Setting up remote administration is strongly recommended for unattended permanent deployments.

  1. On firmware 2.5+, open Security Config and add the public key of each trusted administrator node to the node's admin-key list. (For legacy pre-2.5 nodes only: create a secondary channel named exactly admin.)
  2. Verify the exact app path before you publish or commit the change - getting remote admin wrong can lock you out of a remote node entirely.
  3. Back up the configuration (export the config, and for legacy admin channels save the QR code) and store it securely - anyone with the admin keys or legacy admin-channel QR code can reconfigure your node remotely.

Channel Propagation

What a relay rebroadcasts depends on its Rebroadcast Mode, not just on which channels it has configured. Meshtastic relays based on the unencrypted packet header, so under the default ALL mode a repeater rebroadcasts all packets that match its modem settings and frequency - including packets on channels whose PSK it does not have and cannot decrypt. This means a private channel can be carried by a public repeater. Only the LOCAL_ONLY or KNOWN_ONLY rebroadcast modes restrict relaying to the repeater's own configured/known channels. (A node still has to be on the same modem preset and frequency to hear and relay at all.) For a public community repeater, keeping only the public Default channel configured is the standard approach, but be aware that under default ALL mode it will still relay other traffic on the same modem settings.

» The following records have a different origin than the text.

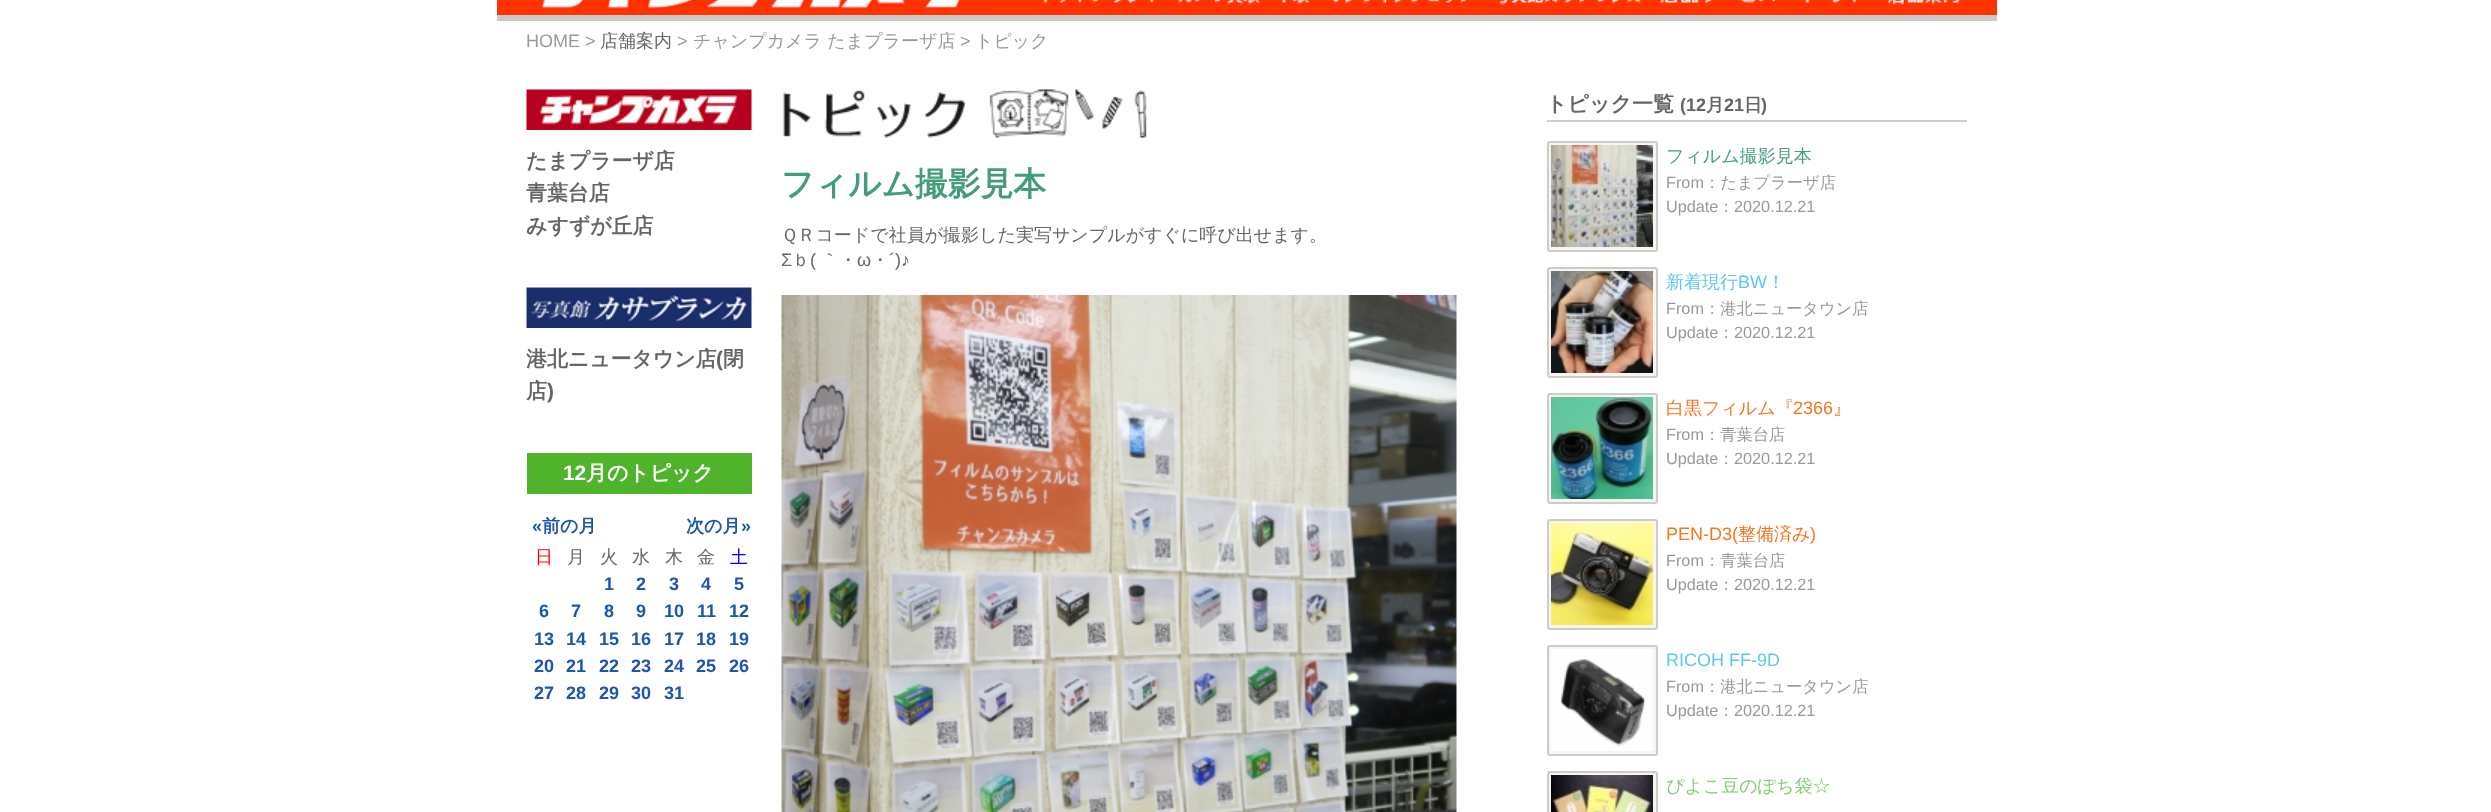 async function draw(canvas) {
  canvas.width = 2491;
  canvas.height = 812;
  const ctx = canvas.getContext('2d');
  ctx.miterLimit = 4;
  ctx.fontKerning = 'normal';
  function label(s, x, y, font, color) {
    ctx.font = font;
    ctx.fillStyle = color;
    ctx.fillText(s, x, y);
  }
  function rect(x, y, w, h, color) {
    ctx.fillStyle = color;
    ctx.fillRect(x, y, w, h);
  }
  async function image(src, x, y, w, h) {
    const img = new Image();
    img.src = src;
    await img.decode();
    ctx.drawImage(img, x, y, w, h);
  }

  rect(0, 0, 2491, 812, '#fff');
  rect(497, 0, 1500, 15, '#f30');
  rect(497, 15, 1500, 6, '#c9c9c9');
  await image('assets/img1.png', 527, 0, 465, 12);
  await image('assets/img2.png', 1043, 0, 111, 3);
  await image('assets/img3.png', 1177, 0, 133, 5);
  await image('assets/img4.png', 1327, 0, 139, 3);
  await image('assets/img5.png', 1499, 0, 143, 5);
  await image('assets/img6.png', 1660, 0, 117, 3);
  await image('assets/img7.png', 1805, 0, 51, 3);
  await image('assets/img8.png', 1888, 0, 72, 5);
  label('HOME >', 526, 47, '18px Liberation Sans', '#999');
  label('店舗案内', 600, 47, '500 18px WenQuanYi Zen Hei', '#666');
  label('>', 677, 47, '18px Liberation Sans', '#999');
  label('チャンプカメラ たまプラーザ店', 693, 47, '500 18px WenQuanYi Zen Hei', '#999');
  label('>', 960, 47, '18px Liberation Sans', '#999');
  label('トピック', 975, 47, '500 18px WenQuanYi Zen Hei', '#999');
  await image('assets/img9.png', 526, 89, 226, 41);
  label('たまプラーザ店', 526, 168, 'bold 20.9px WenQuanYi Zen Hei', '#666');
  label('青葉台店', 526, 200, 'bold 20.9px WenQuanYi Zen Hei', '#666');
  label('みすずが丘店', 526, 233, 'bold 20.9px WenQuanYi Zen Hei', '#666');
  await image('assets/img10.png', 526, 287, 226, 41);
  label('港北ニュータウン店', 526, 366, 'bold 20.9px WenQuanYi Zen Hei', '#666');
  label('(', 716, 366, 'bold 20.9px Liberation Sans', '#666');
  label('閉', 723, 366, 'bold 20.9px WenQuanYi Zen Hei', '#666');
  label('店', 526, 398, 'bold 20.9px WenQuanYi Zen Hei', '#666');
  label(')', 547, 398, 'bold 20.9px Liberation Sans', '#666');
  rect(527, 453, 225, 41, '#4fb32b');
  label('12', 563, 480, 'bold 20.9px Liberation Sans', '#fff');
  label('月のトピック', 586, 480, 'bold 20.9px WenQuanYi Zen Hei', '#fff');
  label('«', 532, 532, 'bold 18px Liberation Sans', '#1d56ac');
  label('前の月', 542, 532, 'bold 18px WenQuanYi Zen Hei', '#1d56ac');
  label('次の月', 686, 532, 'bold 18px WenQuanYi Zen Hei', '#1d56ac');
  label('»', 741, 532, 'bold 18px Liberation Sans', '#1d56ac');
  label('日', 535, 563, '500 18px WenQuanYi Zen Hei', '#f00');
  label('月', 567, 563, '500 18px WenQuanYi Zen Hei', '#666');
  label('火', 600, 563, '500 18px WenQuanYi Zen Hei', '#666');
  label('水', 632, 563, '500 18px WenQuanYi Zen Hei', '#666');
  label('木', 665, 563, '500 18px WenQuanYi Zen Hei', '#666');
  label('金', 697, 563, '500 18px WenQuanYi Zen Hei', '#666');
  label('土', 730, 563, '500 18px WenQuanYi Zen Hei', '#00f');
  label('1', 604, 590, 'bold 18px Liberation Sans', '#1d56ac');
  label('2', 636, 590, 'bold 18px Liberation Sans', '#1d56ac');
  label('3', 669, 590, 'bold 18px Liberation Sans', '#1d56ac');
  label('4', 701, 590, 'bold 18px Liberation Sans', '#1d56ac');
  label('5', 734, 590, 'bold 18px Liberation Sans', '#1d56ac');
  label('6', 539, 617, 'bold 18px Liberation Sans', '#1d56ac');
  label('7', 571, 617, 'bold 18px Liberation Sans', '#1d56ac');
  label('8', 604, 617, 'bold 18px Liberation Sans', '#1d56ac');
  label('9', 636, 617, 'bold 18px Liberation Sans', '#1d56ac');
  label('10', 664, 617, 'bold 18px Liberation Sans', '#1d56ac');
  label('11', 697, 617, 'bold 18px Liberation Sans', '#1d56ac');
  label('12', 729, 617, 'bold 18px Liberation Sans', '#1d56ac');
  label('13', 534, 645, 'bold 18px Liberation Sans', '#1d56ac');
  label('14', 566, 645, 'bold 18px Liberation Sans', '#1d56ac');
  label('15', 599, 645, 'bold 18px Liberation Sans', '#1d56ac');
  label('16', 631, 645, 'bold 18px Liberation Sans', '#1d56ac');
  label('17', 664, 645, 'bold 18px Liberation Sans', '#1d56ac');
  label('18', 696, 645, 'bold 18px Liberation Sans', '#1d56ac');
  label('19', 729, 645, 'bold 18px Liberation Sans', '#1d56ac');
  label('20', 534, 672, 'bold 18px Liberation Sans', '#1d56ac');
  label('21', 566, 672, 'bold 18px Liberation Sans', '#1d56ac');
  label('22', 599, 672, 'bold 18px Liberation Sans', '#1d56ac');
  label('23', 631, 672, 'bold 18px Liberation Sans', '#1d56ac');
  label('24', 664, 672, 'bold 18px Liberation Sans', '#1d56ac');
  label('25', 696, 672, 'bold 18px Liberation Sans', '#1d56ac');
  label('26', 729, 672, 'bold 18px Liberation Sans', '#1d56ac');
  label('27', 534, 699, 'bold 18px Liberation Sans', '#1d56ac');
  label('28', 566, 699, 'bold 18px Liberation Sans', '#1d56ac');
  label('29', 599, 699, 'bold 18px Liberation Sans', '#1d56ac');
  label('30', 631, 699, 'bold 18px Liberation Sans', '#1d56ac');
  label('31', 664, 699, 'bold 18px Liberation Sans', '#1d56ac');
  await image('assets/img11.png', 782, 89, 365, 49);
  label('フィルム撮影見本', 781, 195, 'bold 32.75px WenQuanYi Zen Hei', '#459c78');
  label('ＱＲコードで社員が撮影した実写サンプルがすぐに呼び出せます。', 781, 241, '500 18px WenQuanYi Zen Hei', '#666');
  label('Σ', 781, 266, '18px Liberation Sans', '#666');
  label('ｂ', 792, 266, '500 18px WenQuanYi Zen Hei', '#666');
  label('(', 810, 266, '18px Liberation Sans', '#666');
  label('｀・', 821, 266, '500 18px WenQuanYi Zen Hei', '#666');
  label('ω', 857, 266, '18px Liberation Sans', '#666');
  label('・', 871, 266, '500 18px WenQuanYi Zen Hei', '#666');
  label('´)♪', 889, 266, '18px Liberation Sans', '#666');
  await image('assets/img12.png', 781, 295, 676, 517);
  rect(1547, 120, 420, 2, '#cfcfcf');
  label('トピック一覧', 1546, 111, 'bold 21px WenQuanYi Zen Hei', '#666');
  label('(12', 1680, 111, 'bold 18px Liberation Sans', '#666');
  label('月', 1706, 111, 'bold 18px WenQuanYi Zen Hei', '#666');
  label('21', 1724, 111, 'bold 18px Liberation Sans', '#666');
  label('日', 1744, 111, 'bold 18px WenQuanYi Zen Hei', '#666');
  label(')', 1761, 111, 'bold 18px Liberation Sans', '#666');
  ctx.fillStyle = '#f9f4ee';
  ctx.beginPath();
  ctx.roundRect(1548, 142, 109, 109, 2);
  ctx.fill();
  ctx.strokeStyle = '#ccc';
  ctx.lineWidth = 2;
  ctx.stroke();
  await image('assets/img13.png', 1551, 145, 102, 102);
  label('フィルム撮影見本', 1666, 162, '500 18px WenQuanYi Zen Hei', '#459c78');
  label('From', 1666, 188, '16.25px Liberation Sans', '#999');
  label('：たまプラーザ店', 1704, 188, '500 16.25px WenQuanYi Zen Hei', '#999');
  label('Update', 1666, 212, '16.25px Liberation Sans', '#999');
  label('：', 1718, 212, '500 16.25px WenQuanYi Zen Hei', '#999');
  label('2020.12.21', 1734, 212, '16.25px Liberation Sans', '#999');
  ctx.fillStyle = '#f9f4ee';
  ctx.beginPath();
  ctx.roundRect(1548, 268, 109, 109, 2);
  ctx.fill();
  ctx.stroke();
  await image('assets/img14.png', 1551, 271, 102, 102);
  label('新着現行', 1666, 288, '500 18px WenQuanYi Zen Hei', '#5ec5fb');
  label('BW', 1738, 288, '18px Liberation Sans', '#5ec5fb');
  label('！', 1767, 288, '500 18px WenQuanYi Zen Hei', '#5ec5fb');
  label('From', 1666, 314, '16.25px Liberation Sans', '#999');
  label('：港北ニュータウン店', 1704, 314, '500 16.25px WenQuanYi Zen Hei', '#999');
  label('Update', 1666, 338, '16.25px Liberation Sans', '#999');
  label('：', 1718, 338, '500 16.25px WenQuanYi Zen Hei', '#999');
  label('2020.12.21', 1734, 338, '16.25px Liberation Sans', '#999');
  ctx.fillStyle = '#f9f4ee';
  ctx.beginPath();
  ctx.roundRect(1548, 394, 109, 109, 2);
  ctx.fill();
  ctx.stroke();
  await image('assets/img15.png', 1551, 397, 102, 102);
  label('白黒フィルム『', 1666, 414, '500 18px WenQuanYi Zen Hei', '#f57621');
  label('2366', 1793, 414, '18px Liberation Sans', '#f57621');
  label('』', 1833, 414, '500 18px WenQuanYi Zen Hei', '#f57621');
  label('From', 1666, 440, '16.25px Liberation Sans', '#999');
  label('：青葉台店', 1704, 440, '500 16.25px WenQuanYi Zen Hei', '#999');
  label('Update', 1666, 464, '16.25px Liberation Sans', '#999');
  label('：', 1718, 464, '500 16.25px WenQuanYi Zen Hei', '#999');
  label('2020.12.21', 1734, 464, '16.25px Liberation Sans', '#999');
  ctx.fillStyle = '#f9f4ee';
  ctx.beginPath();
  ctx.roundRect(1548, 520, 109, 109, 2);
  ctx.fill();
  ctx.stroke();
  await image('assets/img16.png', 1551, 523, 102, 102);
  label('PEN-D3(', 1666, 540, '18px Liberation Sans', '#f57621');
  label('整備済み', 1738, 540, '500 18px WenQuanYi Zen Hei', '#f57621');
  label(')', 1810, 540, '18px Liberation Sans', '#f57621');
  label('From', 1666, 566, '16.25px Liberation Sans', '#999');
  label('：青葉台店', 1704, 566, '500 16.25px WenQuanYi Zen Hei', '#999');
  label('Update', 1666, 590, '16.25px Liberation Sans', '#999');
  label('：', 1718, 590, '500 16.25px WenQuanYi Zen Hei', '#999');
  label('2020.12.21', 1734, 590, '16.25px Liberation Sans', '#999');
  ctx.fillStyle = '#f9f4ee';
  ctx.beginPath();
  ctx.roundRect(1548, 646, 109, 109, 2);
  ctx.fill();
  ctx.stroke();
  await image('assets/img17.png', 1551, 649, 102, 102);
  label('RICOH FF-9D', 1666, 666, '18px Liberation Sans', '#5ec5fb');
  label('From', 1666, 692, '16.25px Liberation Sans', '#999');
  label('：港北ニュータウン店', 1704, 692, '500 16.25px WenQuanYi Zen Hei', '#999');
  label('Update', 1666, 716, '16.25px Liberation Sans', '#999');
  label('：', 1718, 716, '500 16.25px WenQuanYi Zen Hei', '#999');
  label('2020.12.21', 1734, 716, '16.25px Liberation Sans', '#999');
  ctx.fillStyle = '#f9f4ee';
  ctx.beginPath();
  ctx.roundRect(1548, 772, 109, 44, 2);
  ctx.fill();
  ctx.stroke();
  await image('assets/img18.png', 1551, 775, 102, 37);
  label('ぴよこ豆のぽち袋☆', 1666, 792, '500 18px WenQuanYi Zen Hei', '#84cc76');
}

draw(document.querySelector('canvas'));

Changing Channels on a Deployed Node

Options for modifying channel config after deployment:

  • Via remote admin (preferred for remote nodes) - send a channel update from an administrator node whose key is in the remote node's admin-key list (or, on legacy nodes, that shares the admin channel).
  • Via serial/USB - connect a laptop directly to the node.
  • Via Bluetooth - only if Bluetooth was left enabled.

Common pitfall: losing the admin keys / admin channel config (or disabling Bluetooth and having no USB access) leaves a remote node inaccessible without a physical site visit. Always back up admin keys and any admin-channel QR codes before deployment.